Mohamed carefully paid attention to his health conditions. When he noticed his body temperature rose, when he felt pain in his joints and muscles, when he started throwing up, he went to the hospital to get his blood tested. At that time, Sierra Leone only had one lab in Kailahun that could do the Ebola test, 200 miles from Makeni and with sometimes impassible roads during the rainy season. He shows two swollen scars on his right hand, two remainders of the many blood tests being taken from him. The holding center in Makeni took and sent them to the lab, but never got valid results.
After 19 days in the holding center, authorities decided to send him and six other patients to the Kailahun treatment center, though still not being confirmed Ebola cases. “We left at 7 in the morning and arrived at 5 pm the next day”, he remembers his long trip to the treatment center. He was suffering from severe pains in his whole body, so did the other patients. “Every bump, every pothole hurt terribly. Then people around me started dying. When the first person died, I was afraid that my end was also soon to come, but then I only focused on praying, staying awake and remaining strong.” By the time they arrived in Kailahun, Mohamed was the only one who was still alive. Exhausted and unable to straighten his stiff joints, he was carried into the treatment center, where he stayed for the next three weeks, recovering slowly.
“I was one of the few fortunate ones and I was full of joy that I could see my wife and children again in this life”, he says with a broad smile. But his joy was soon tempered by reality. He had been living with his family in a small house he rented, while constructing a house on a piece of land he had bought. “Only the roof was missing and I even had bought all the materials. When I came back from the treatment center, I found out that the landlord had kicked out my wife and my children from the place we rented for fear of Ebola.” When he went to his own property, he found it devastated; unknown persons had burned his newly built structure including the roofing materials. When he called his boss, the owner of the poda poda, he was told that his job had been given to someone else. Homeless, jobless and still weak, Mohamed began his second life. “My wife was never afraid of me, she didn't stigmatize me. It was my family that gave me some hope and comfort.”

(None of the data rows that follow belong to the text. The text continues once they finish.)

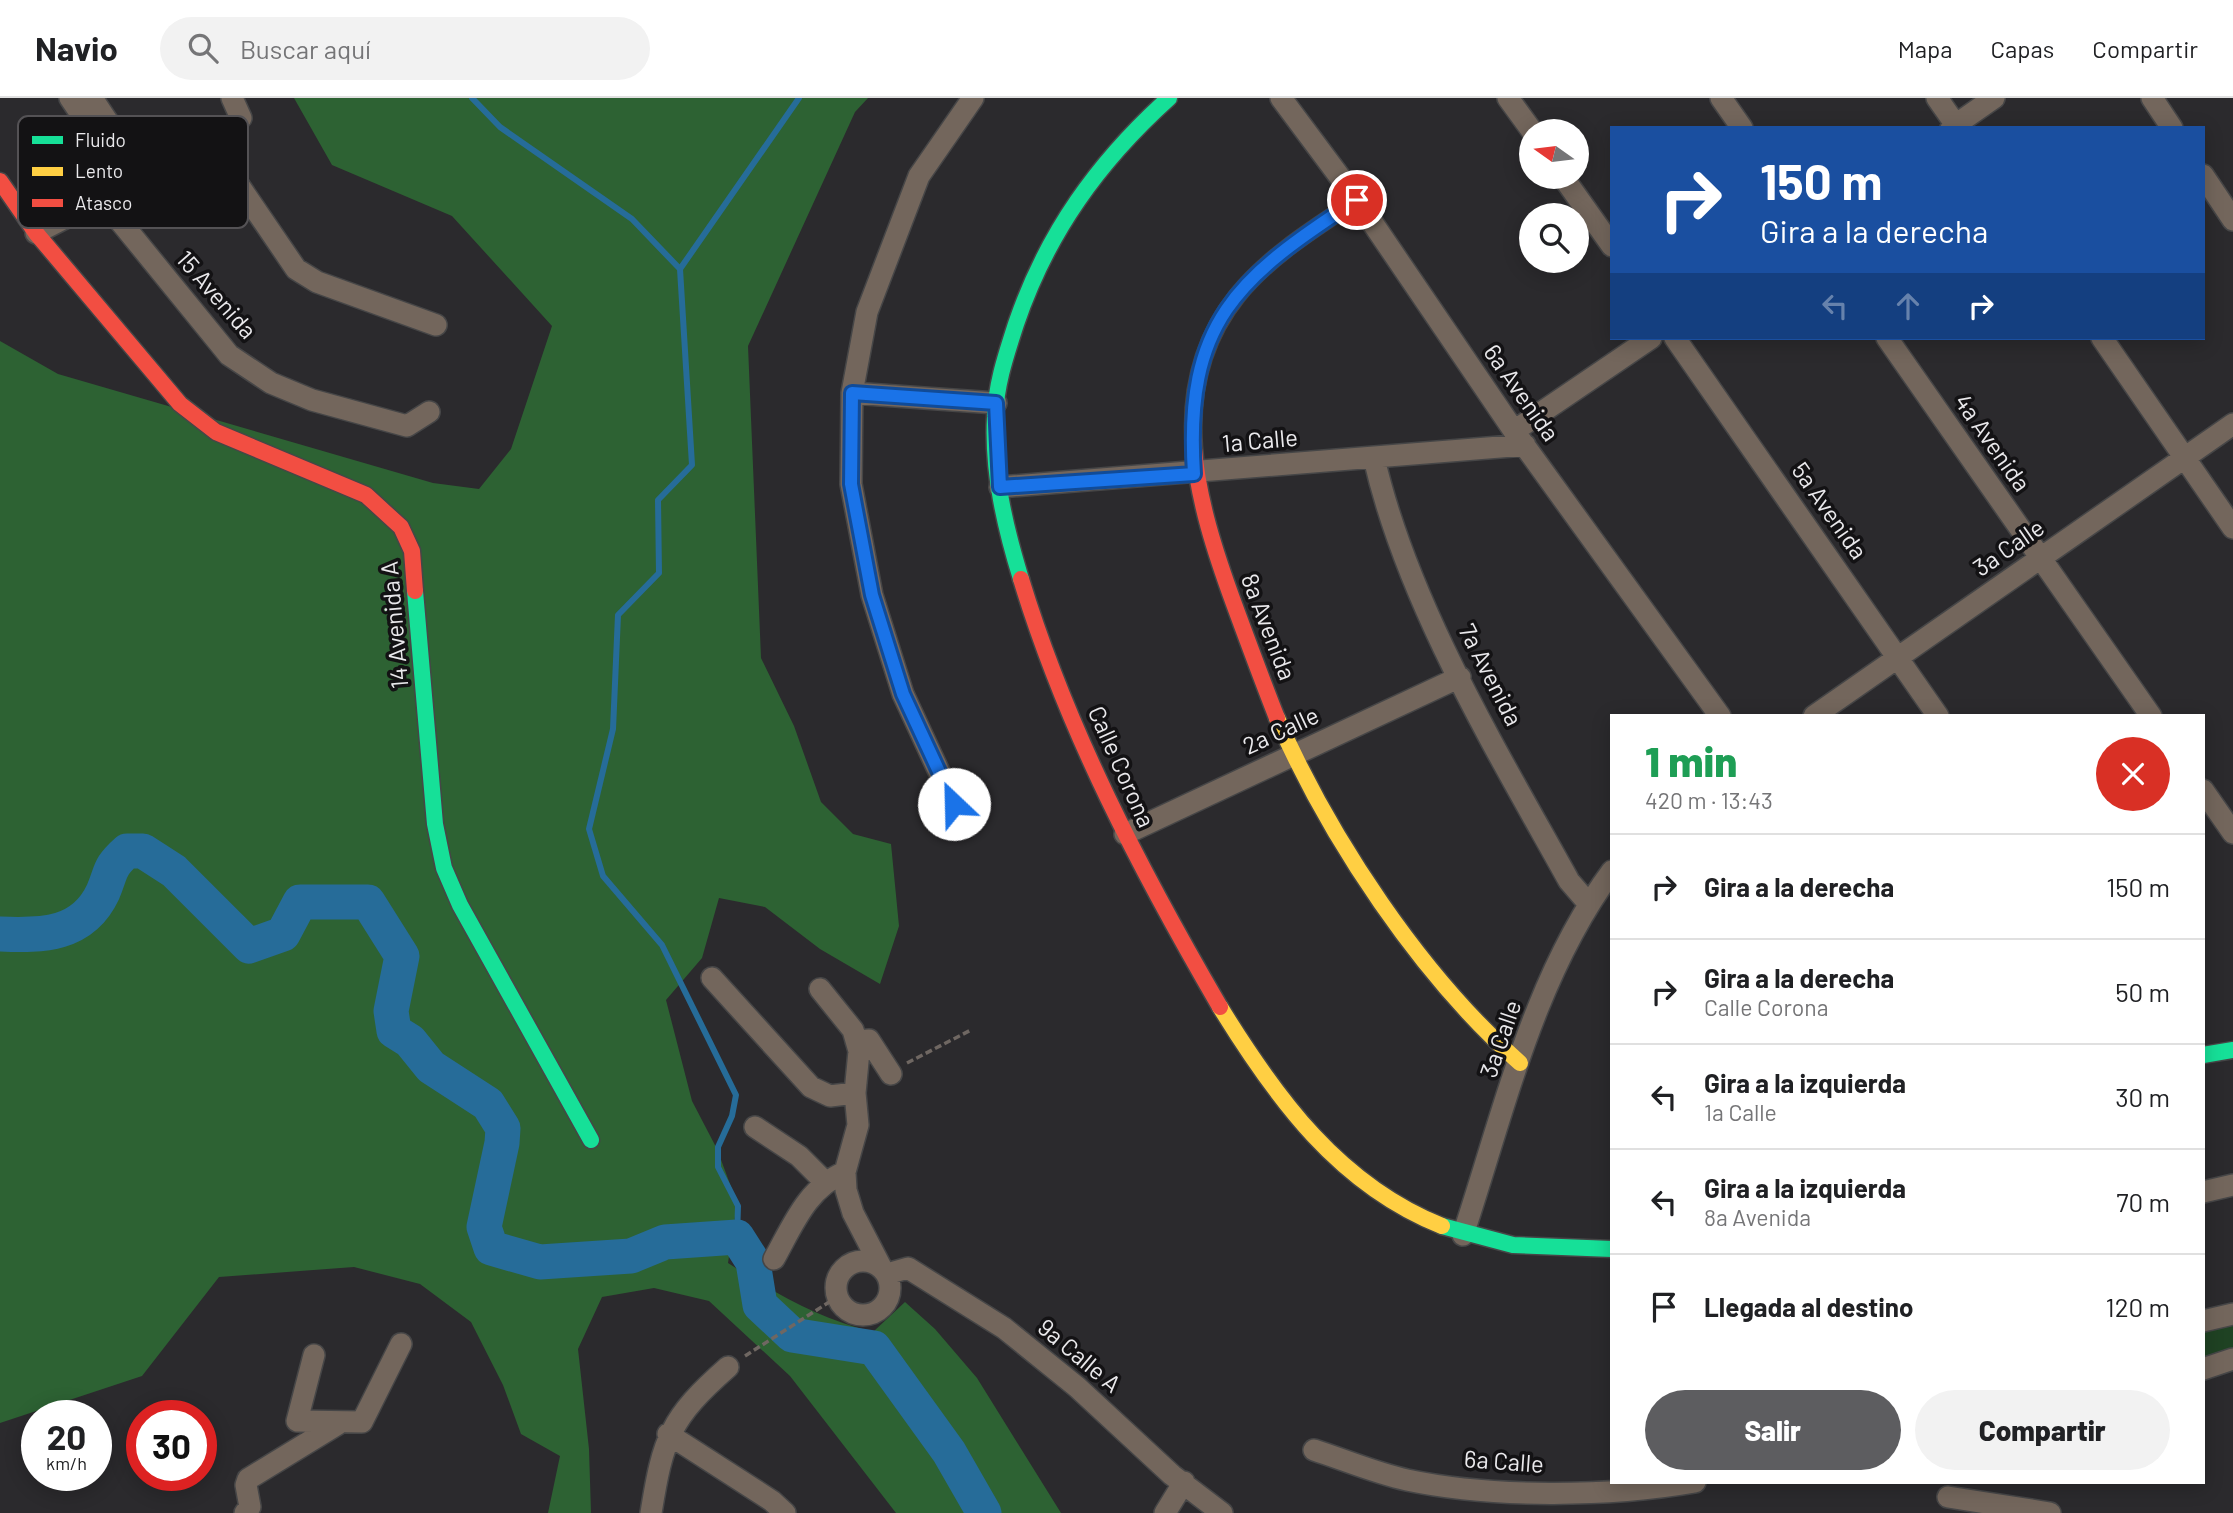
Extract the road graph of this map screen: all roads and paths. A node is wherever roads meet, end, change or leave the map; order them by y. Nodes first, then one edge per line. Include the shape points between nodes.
1 (70, 98) edge
2 (92, 98) edge
3 (973, 98) edge
4 (1169, 98) edge
5 (1281, 98) edge
6 (1508, 98) edge
7 (1721, 98) edge
8 (1937, 98) edge
9 (1994, 98) edge
10 (2152, 98) edge
11 (85, 116) edge
12 (102, 116) edge
13 (1523, 119) edge
14 (1741, 126) edge
15 (1954, 126) edge
16 (1956, 126) edge
17 (2171, 126) edge
18 (2205, 178) edge
19 (0, 181) edge
20 (1572, 189) edge
21 (248, 199) edge
22 (1357, 200) junction
23 (18, 207) edge
24 (2233, 220) edge
25 (33, 228) edge
26 (46, 228) edge
27 (126, 228) edge
28 (36, 233) junction
29 (1610, 243) edge
30 (436, 325) dead end
31 (1648, 340) edge
32 (1676, 340) edge
33 (1888, 340) edge
34 (2103, 340) edge
35 (852, 393) junction
36 (996, 403) junction
37 (429, 412) dead end
38 (2233, 424) edge
39 (1520, 438) junction
40 (1374, 458) junction
41 (2185, 458) junction
42 (1194, 474) junction
43 (1000, 487) junction
44 (2233, 528) edge
45 (2040, 559) junction
46 (1898, 657) junction
47 (1460, 677) junction
48 (1719, 714) edge
49 (1817, 714) edge
50 (1937, 714) edge
51 (2150, 714) edge
52 (1293, 754) junction
53 (2205, 793) edge
54 (954, 804) dead end
55 (2233, 832) edge
56 (1125, 834) junction
57 (1610, 874) edge
58 (1588, 903) junction
59 (712, 978) dead end
60 (820, 989) dead end
61 (971, 1030) dead end
62 (856, 1041) junction
63 (2233, 1050) edge
64 (2205, 1055) edge
65 (1520, 1063) junction
66 (891, 1074) joint
67 (855, 1093) junction
68 (755, 1127) dead end
69 (591, 1140) dead end
70 (845, 1172) junction
71 (825, 1182) junction
72 (2233, 1185) edge
73 (2205, 1192) edge
74 (1464, 1235) junction
75 (1610, 1249) edge
76 (774, 1259) dead end
77 (884, 1271) junction
78 (834, 1298) junction
79 (2233, 1314) edge
80 (2205, 1321) edge
81 (401, 1344) dead end
82 (314, 1355) dead end
83 (2233, 1359) edge
84 (728, 1367) joint
85 (2205, 1368) edge
86 (340, 1423) junction
87 (668, 1434) junction
88 (1314, 1450) dead end
89 (1184, 1482) junction
90 (1683, 1484) edge
91 (1948, 1497) edge
92 (1575, 1503) edge
93 (245, 1513) edge
94 (651, 1513) edge
95 (785, 1513) edge
96 (1165, 1513) edge
97 (1222, 1513) edge
98 (2050, 1513) edge

1 - 11 street
2 - 12 street
3 - 35 street via 919,176 867,312
4 - 36 street, Calle Corona via 1111,152 1049,240 1019,313
5 - 22 street, 6a Avenida
6 - 13 street
7 - 14 street
8 - 15 street
9 - 16 street
10 - 17 street
18 - 24 street
19 - 23 street, 14 Avenida A
20 - 29 street
21 - 30 street via 296,269 317,282
22 - 39 street, 6a Avenida
22 - 42 street, 8a Avenida via 1287,246 1254,274 1230,304 1210,340 1197,379 1191,424
25 - 28 street, 14 Avenida A
26 - 28 street
27 - 37 street, 15 Avenida via 229,355 271,383 312,400 407,426
28 - 69 street, 14 Avenida A via 180,404 216,432 366,495 401,527 412,551 435,824 444,868 460,905
31 - 39 street, 1a Calle
32 - 46 street, 5a Avenida
33 - 45 street, 4a Avenida
34 - 41 street
35 - 36 street
35 - 54 street via 851,484 872,595 903,694
36 - 43 street, Calle Corona
38 - 41 street, 3a Calle
39 - 40 street, 1a Calle
39 - 48 street, 6a Avenida
40 - 42 street, 1a Calle
40 - 47 street, 7a Avenida via 1412,575
41 - 44 street
41 - 45 street, 3a Calle
42 - 43 street, 1a Calle
42 - 52 street, 8a Avenida via 1220,565
43 - 56 street, Calle Corona via 1036,625
45 - 46 street, 3a Calle
45 - 51 street, 4a Avenida
46 - 49 street, 3a Calle
46 - 50 street, 5a Avenida
47 - 52 street, 2a Calle
47 - 58 street, 7a Avenida via 1569,881
52 - 56 street, 2a Calle
52 - 65 street, 8a Avenida via 1391,917 1458,1001
53 - 55 street
56 - 74 street, Calle Corona via 1211,992 1294,1112 1361,1182 1392,1203
57 - 58 street, 3a Calle
58 - 65 street, 3a Calle via 1556,960
59 - 67 street via 811,1087 830,1096
60 - 62 street via 853,1030
61 - 66 path via 918,1055
62 - 66 street via 869,1040
62 - 67 street via 860,1065
63 - 64 street
65 - 74 street, 3a Calle
67 - 70 street via 858,1125
68 - 71 street via 799,1156
70 - 71 street
70 - 77 street via 853,1213
71 - 76 street via 806,1201
72 - 73 street
74 - 75 street, Calle Corona via 1567,1252
77 - 78 street via 864,1261 848,1266 837,1279
77 - 78 street via 888,1298 878,1311 854,1314
77 - 89 street, 9a Calle A via 908,1268 1004,1328
78 - 84 path
79 - 80 street
81 - 86 street via 366,1420
82 - 86 street via 297,1420
83 - 85 street
84 - 87 street via 685,1409
86 - 93 street via 248,1479 250,1507
87 - 94 street
87 - 95 street
88 - 92 street, 6a Calle via 1407,1480
89 - 96 street
89 - 97 street, 9a Calle A
90 - 92 street, 6a Calle
91 - 98 street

A befriended family allowed them to stay in one small room of their house, so they at least had a roof above their heads. From a neighbor, he heard about World Hope International and that the NGO was looking for drivers. He never learnd how to read or write, so he just showed up at the regional office in Makeni, applied for the job and got it. “In November I started work and I am now transporting discharged patients from the treatment centers to their homes. I know from my own experience that life isn't easy once you are discharged. So I see it as one of my tasks to encourage other survivors to not give up and to be full of hope that there is a future ahead. Look at me, I was left with nothing and now I have a NGO job and I can even use my experience to help others.”
Unfortunately, his brother-in-law died recently, leaving behind his sister and six children. Mohamed and his wife decided to host three of the children. “It hasn't made things any easier, but we are praying and hoping for a good future for us and the children.”